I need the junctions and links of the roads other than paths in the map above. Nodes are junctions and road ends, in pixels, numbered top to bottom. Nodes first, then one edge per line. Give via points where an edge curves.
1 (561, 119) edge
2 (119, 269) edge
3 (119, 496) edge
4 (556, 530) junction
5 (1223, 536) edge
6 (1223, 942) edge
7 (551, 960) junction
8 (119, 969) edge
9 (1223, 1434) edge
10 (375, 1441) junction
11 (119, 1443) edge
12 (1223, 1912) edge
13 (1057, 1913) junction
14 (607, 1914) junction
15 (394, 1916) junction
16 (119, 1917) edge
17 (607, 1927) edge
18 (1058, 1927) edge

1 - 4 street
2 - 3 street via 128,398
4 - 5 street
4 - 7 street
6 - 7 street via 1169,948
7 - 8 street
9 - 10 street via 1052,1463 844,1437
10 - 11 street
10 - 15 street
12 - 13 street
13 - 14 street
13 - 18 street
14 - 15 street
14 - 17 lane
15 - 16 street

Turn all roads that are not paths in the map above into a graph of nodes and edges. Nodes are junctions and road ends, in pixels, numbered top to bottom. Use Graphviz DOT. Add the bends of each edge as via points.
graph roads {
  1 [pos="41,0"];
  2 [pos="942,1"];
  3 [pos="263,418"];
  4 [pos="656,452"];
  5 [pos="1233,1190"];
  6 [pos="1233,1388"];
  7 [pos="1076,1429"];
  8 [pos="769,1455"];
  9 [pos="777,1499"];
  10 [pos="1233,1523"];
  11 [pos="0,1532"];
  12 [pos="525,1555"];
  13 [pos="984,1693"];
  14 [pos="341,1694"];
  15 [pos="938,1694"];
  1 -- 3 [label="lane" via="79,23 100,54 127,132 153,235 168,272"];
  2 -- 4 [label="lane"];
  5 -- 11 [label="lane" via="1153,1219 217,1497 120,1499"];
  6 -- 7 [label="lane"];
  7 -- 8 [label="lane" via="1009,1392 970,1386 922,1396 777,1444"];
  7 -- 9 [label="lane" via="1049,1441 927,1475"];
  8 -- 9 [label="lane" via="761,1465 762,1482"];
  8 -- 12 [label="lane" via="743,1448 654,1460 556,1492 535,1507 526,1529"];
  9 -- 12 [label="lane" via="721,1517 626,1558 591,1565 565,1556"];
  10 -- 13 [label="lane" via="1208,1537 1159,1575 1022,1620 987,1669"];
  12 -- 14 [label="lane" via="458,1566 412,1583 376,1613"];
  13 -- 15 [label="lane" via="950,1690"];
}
--------------------
What to do:
In full and without any edits, output the material above.

Response for this exercise:
I need the junctions and links of the roads other than paths in the map above. Nodes are junctions and road ends, in pixels, numbered top to bottom. Nodes first, then one edge per line. Give via points where an edge curves.
1 (561, 119) edge
2 (119, 269) edge
3 (119, 496) edge
4 (556, 530) junction
5 (1223, 536) edge
6 (1223, 942) edge
7 (551, 960) junction
8 (119, 969) edge
9 (1223, 1434) edge
10 (375, 1441) junction
11 (119, 1443) edge
12 (1223, 1912) edge
13 (1057, 1913) junction
14 (607, 1914) junction
15 (394, 1916) junction
16 (119, 1917) edge
17 (607, 1927) edge
18 (1058, 1927) edge

1 - 4 street
2 - 3 street via 128,398
4 - 5 street
4 - 7 street
6 - 7 street via 1169,948
7 - 8 street
9 - 10 street via 1052,1463 844,1437
10 - 11 street
10 - 15 street
12 - 13 street
13 - 14 street
13 - 18 street
14 - 15 street
14 - 17 lane
15 - 16 street

Turn all roads that are not paths in the map above into a graph of nodes and edges. Nodes are junctions and road ends, in pixels, numbered top to bottom. Use Graphviz DOT. Add the bends of each edge as via points.
graph roads {
  1 [pos="41,0"];
  2 [pos="942,1"];
  3 [pos="263,418"];
  4 [pos="656,452"];
  5 [pos="1233,1190"];
  6 [pos="1233,1388"];
  7 [pos="1076,1429"];
  8 [pos="769,1455"];
  9 [pos="777,1499"];
  10 [pos="1233,1523"];
  11 [pos="0,1532"];
  12 [pos="525,1555"];
  13 [pos="984,1693"];
  14 [pos="341,1694"];
  15 [pos="938,1694"];
  1 -- 3 [label="lane" via="79,23 100,54 127,132 153,235 168,272"];
  2 -- 4 [label="lane"];
  5 -- 11 [label="lane" via="1153,1219 217,1497 120,1499"];
  6 -- 7 [label="lane"];
  7 -- 8 [label="lane" via="1009,1392 970,1386 922,1396 777,1444"];
  7 -- 9 [label="lane" via="1049,1441 927,1475"];
  8 -- 9 [label="lane" via="761,1465 762,1482"];
  8 -- 12 [label="lane" via="743,1448 654,1460 556,1492 535,1507 526,1529"];
  9 -- 12 [label="lane" via="721,1517 626,1558 591,1565 565,1556"];
  10 -- 13 [label="lane" via="1208,1537 1159,1575 1022,1620 987,1669"];
  12 -- 14 [label="lane" via="458,1566 412,1583 376,1613"];
  13 -- 15 [label="lane" via="950,1690"];
}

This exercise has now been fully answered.